Every year that goes by quickens the disappearance of my grandmother’s generation, and with them stories and links to our past that were never passed on to us. I’ve had bouts of insomnia thinking of all that we’ve lost, unable to properly take stock of the degree of loss, the degree of absence, because I can’t measure what I don’t know.
As I work my way through the pictures, I think of the past but also of the future; what photographic evidence and footprint are we setting aside for the next generations? As we’ve switched to phone-based cameras and digital photography, most of our memories are stored in the cloud, virtual bytes of memory that could be wiped out or completely transformed by AI. There was a TikTok trend this year where parents shared Snapchat filtered pictures of their children born in 2016. Some parents admitted that they didn’t have any other memories but those dog-filter or crown filter photos of their children. Obviously “not-all-parents” but I find it fascinating, and slightly devastating, that the way we capture moments today is so wildly different than how it used to be in the 1990s.
I feel like we’ve lost the solemnity of old pictures, where every roll of film mattered so hard that we had to practice our deep stare into the abyss of the lens and try not to blink. If my generation lacks photographic evidence from the past, will future generations even be able to trust the photos we pass on to them, now that AI can pretty much replicate human faces and poses?
In the meantime, I will keep taking pictures of both the mundane and the extraordinary, continue printing photos because I don’t trust any cloud providers with my data (and I don’t want AI models to train on my personal pictures, although it’s probably already doing it as we speak).
In the meantime I will always visit art exhibitions about photographic memory, like Tyler Mitchell’s spectacular Wish This Was Real, a contemporary exhibition that surprisingly feels ancient and archival. I also randomly stumbled across the “Ne m’oublie pas” by Jean-Marie Donat exhibition yesterday while ranking up my 20k steps in Paris. It’s a dense piece of work that traces the official portraits of immigrant families from Algeria, Comoros, Armenia, and other countries, taken by the Studio Rex in Marseille in the 1960s-80s. Their solemn poses in Western attire felt eerily familiar. I am also grateful for the work of artists like Audrey Albert, a Chagossian-Mauritian photographer who works on imagining and archiving the lives of Chagossians before they were forcibly displaced and uprooted from their islands.
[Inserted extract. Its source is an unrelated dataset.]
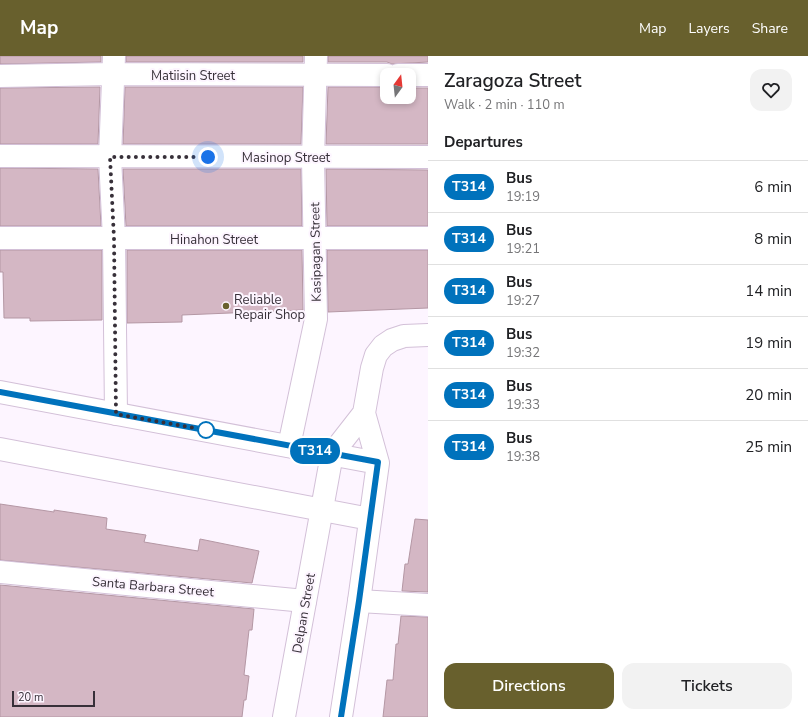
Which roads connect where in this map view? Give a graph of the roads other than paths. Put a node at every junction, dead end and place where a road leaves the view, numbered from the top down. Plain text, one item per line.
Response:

These works of art and memory give me hope. I will make the most of every trip back home to keep badgering my grandmother about the past she remembers. Even if we lack physical proof, I must trust that most of our history is one that lives on within us, through oral history - and sometimes by reading between the lines of what has been left unsaid.
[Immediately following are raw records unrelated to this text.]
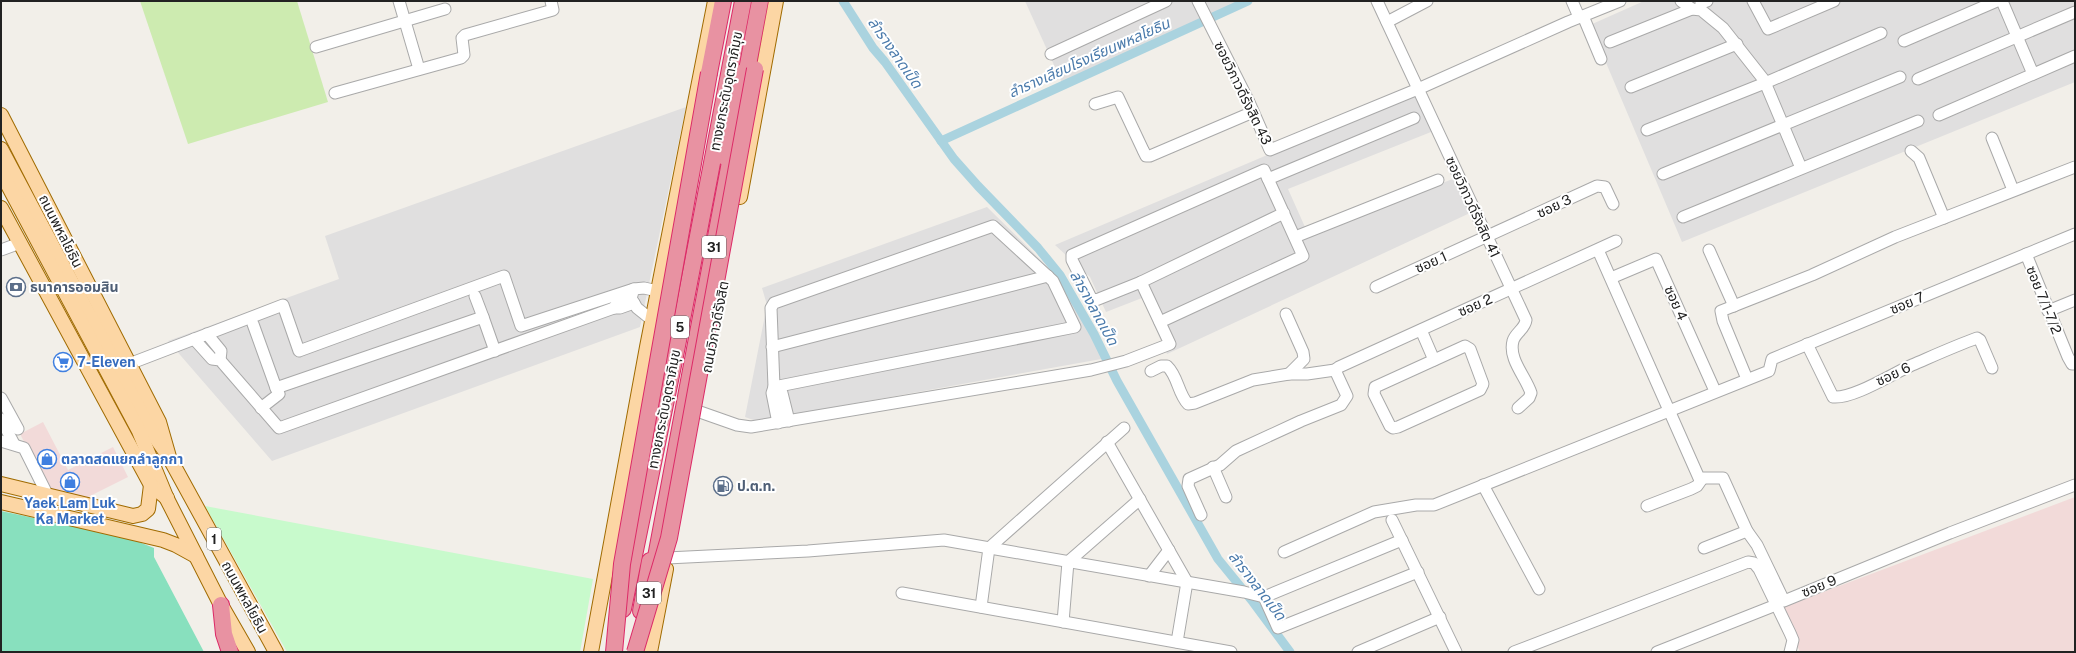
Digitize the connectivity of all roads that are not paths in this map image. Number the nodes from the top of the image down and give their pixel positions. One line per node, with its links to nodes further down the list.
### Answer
1 (399, 1): 26 (street)
2 (715, 1): 83 (main road)
3 (724, 1): 167 (highway, 5, bridge)
4 (734, 1): 166 (highway, 31)
5 (743, 1): 167 (highway, ทางยกระดับอุตราภิมุข / 5, bridge)
6 (754, 1): 168 (highway, ทางยกระดับอุตราภิมุข / 5, bridge)
7 (760, 1): 140 (highway, ถนนวิภาวดีรังสิต / 31)
8 (768, 1): 168 (highway, 5, bridge)
9 (776, 1): 116 (main road, ถนนวิภาวดีรังสิต / 31)
10 (1166, 1): 34 (street)
11 (1198, 1): 46 (street, ซอยวิภาวดีรังสิต 43)
12 (1377, 1): 27 (street, ซอยวิภาวดีรังสิต 41)
13 (1427, 1): 27 (street)
14 (1572, 1): 25 (street)
15 (1620, 1): 25 (street)
16 (1681, 1): 21 (street)
17 (1753, 1): 18 (street)
18 (1834, 1)
19 (1997, 1): 30 (street)
20 (2002, 1): 29 (street)
21 (1700, 5): 31 (street); 32 (street)
22 (552, 6): 37 (street)
23 (445, 8): 26 (street)
24 (2075, 12): 29 (street)
25 (1581, 16): 36 (street); 43 (street)
26 (405, 21): 33 (street); 37 (street)
27 (1387, 22): 43 (street, ซอยวิภาวดีรังสิต 41)
28 (1881, 33): 41 (street)
29 (2017, 37): 38 (street); 40 (street)
30 (1904, 41)
31 (1610, 42)
32 (1737, 44): 41 (street); 42 (street)
33 (316, 47)
34 (1051, 54)
35 (2075, 56): 38 (street)
36 (1601, 59)
37 (419, 68): 44 (street)
38 (2033, 74): 48 (street)
39 (1900, 77): 51 (street)
40 (1918, 79)
41 (1765, 83): 51 (street); 52 (street)
42 (1631, 87)
43 (1418, 89): 46 (street, ซอยวิภาวดีรังสิต 43); 71 (street, ซอยวิภาวดีรังสิต 41)
44 (335, 93)
45 (1095, 104): 46 (street)
46 (1253, 112)
47 (1, 115): 102 (main road, ถนนพหลโยธิน / 1)
48 (1939, 115)
49 (1414, 118): 60 (street)
50 (1918, 121): 57 (street)
51 (1784, 124): 57 (street); 59 (street)
52 (1647, 130)
53 (1992, 138): 62 (street)
54 (1, 149): 68 (main road, ถนนพหลโยธิน)
55 (1911, 151): 67 (street)
56 (2075, 167): 62 (street)
57 (1801, 168): 66 (street)
58 (1, 172): 68 (main road, ถนนพหลโยธิน)
59 (1662, 174)
60 (1268, 178): 65 (street); 80 (street)
61 (1438, 180): 70 (street)
62 (2013, 190): 67 (street)
63 (1613, 204): 71 (street, ซอย 3)
64 (1, 208): 73 (main road, ถนนพหลโยธิน / 1)
65 (1284, 213): 70 (street); 80 (street)
66 (1683, 217)
67 (1944, 218): 87 (street)
68 (32, 220): 124 (main road, ถนนพหลโยธิน); 132 (main road, ถนนพหลโยธิน)
69 (2075, 234): 77 (street, ซอย 7)
70 (1295, 237): 92 (street)
71 (1486, 238): 81 (street, ซอย 1); 82 (street, ซอยวิภาวดีรังสิต 41)
72 (1616, 241): 75 (street, ซอย 2)
73 (20, 243): 74 (street); 128 (main road, ถนนพหลโยธิน / 1)
74 (1, 250)
75 (1598, 250): 79 (street); 82 (street, ซอย 2)
76 (1709, 250): 87 (street)
77 (2026, 254): 88 (street, ซอย 7/1-7/2); 97 (street, ซอย 7)
78 (1048, 276): 98 (street); 98 (street); 109 (street)
79 (1611, 278): 111 (street, ซอย 4); 115 (street)
80 (1141, 282): 92 (street)
81 (1376, 287)
82 (1512, 288): 94 (street, ซอย 2); 114 (street, ซอยวิภาวดีรังสิต 41)
83 (658, 291): 85 (street); 91 (main road)
84 (475, 296): 90 (street)
85 (633, 297): 91 (street); 95 (street); 99 (street)
86 (2075, 300): 88 (street)
87 (1734, 306): 108 (street)
88 (2048, 311): 103 (street, ซอย 7/1-7/2)
89 (1286, 314): 107 (street)
90 (483, 318): 99 (street); 110 (street)
91 (652, 320): 165 (main road)
92 (1160, 322): 118 (street)
93 (253, 324): 110 (street)
94 (1421, 330): 101 (street); 105 (street, ซอย 2)
95 (207, 334): 96 (street); 100 (street)
96 (194, 339): 100 (street); 102 (street)
97 (1807, 344): 104 (street, ซอย 6); 108 (street, ซอย 7)
98 (772, 347): 109 (street)
99 (495, 350): 113 (street)
100 (220, 360): 113 (street)
101 (1434, 360): 101 (street)
102 (129, 364): 124 (main road, ถนนพหลโยธิน / 1)
103 (2075, 364)
104 (1992, 368)
105 (1336, 370): 107 (street); 125 (street)
106 (1151, 371): 107 (street)
107 (1289, 374)
108 (1747, 379): 111 (street, ซอย 7)
109 (774, 387): 118 (street)
110 (276, 388): 113 (street)
111 (1715, 392): 115 (street, ซอย 7)
112 (1, 398): 120 (street)
113 (261, 408)
114 (1518, 408)
115 (1669, 410): 126 (street); 129 (street, ซอย 7)
116 (700, 412): 118 (street); 147 (main road, ถนนวิภาวดีรังสิต / 31)
117 (1, 419): 123 (street)
118 (783, 422)
119 (1124, 428): 122 (street)
120 (18, 429)
121 (1, 441): 123 (street)
122 (1108, 442): 134 (street); 142 (street)
123 (14, 444): 131 (street)
124 (170, 457): 164 (main road, ถนนพหลโยธิน / 1)
125 (1213, 467): 133 (street); 137 (street)
126 (1702, 479): 136 (street); 139 (street, ซอย 9)
127 (1, 484): 131 (main road)
128 (151, 485): 131 (main road); 132 (main road, ถนนพหลโยธิน / 1)
129 (1483, 485): 145 (street, ซอย 7); 153 (street)
130 (2075, 486): 139 (street, ซอย 9)
131 (48, 496)
132 (167, 498): 146 (main road, ถนนพหลโยธิน / 1)
133 (1226, 498)
134 (1140, 499): 144 (street); 148 (street)
135 (1, 502): 146 (main road)
136 (1647, 506)
137 (1201, 515)
138 (1392, 520): 141 (street)
139 (1747, 531): 143 (street)
140 (660, 535): 150 (highway); 168 (highway, ถนนวิภาวดีรังสิต / 31)
141 (1402, 540): 149 (street); 155 (street)
142 (989, 548): 147 (street); 148 (street); 158 (street)
143 (1704, 548)
144 (1169, 550): 151 (street); 152 (street)
145 (1284, 552)
146 (197, 556): 156 (main road, ถนนพหลโยธิน / 1)
147 (667, 558): 150 (main road, ถนนวิภาวดีรังสิต / 31)
148 (1068, 562): 151 (street); 160 (street)
149 (1418, 572): 155 (street); 159 (street)
150 (665, 575): 169 (main road, ถนนวิภาวดีรังสิต / 31)
151 (1148, 576): 152 (street)
152 (1187, 582): 155 (street); 161 (street)
153 (1539, 589)
154 (902, 593): 158 (street)
155 (1264, 598)
156 (221, 605): 162 (highway); 163 (main road, ถนนพหลโยธิน / 1)
157 (1776, 605): 173 (street); 174 (street); 175 (street)
158 (982, 607): 160 (street)
159 (1440, 617): 171 (street); 172 (street)
160 (1063, 622): 161 (street)
161 (1177, 642): 170 (street)
162 (230, 652)
163 (248, 652)
164 (276, 652)
165 (592, 652)
166 (610, 652)
167 (614, 652)
168 (636, 652)
169 (650, 652)
170 (1231, 652)
171 (1358, 652)
172 (1456, 652)
173 (1514, 652)
174 (1657, 652)
175 (1790, 652)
Beautiful and sad and relatable. I'm estranged from a big chunk of my family but still wonder about the generations that preceded me. Who were they, what were their stories, what did they survive? Presence-absence indeed.
Beautiful piece! I loved reading this. I love the analysis of looking into the past and connecting this to the now - your points on AI and pictures made me think. Also, very much relate to this piece since I went digging myself in the Mauritian archives this summer. It is not an easy process!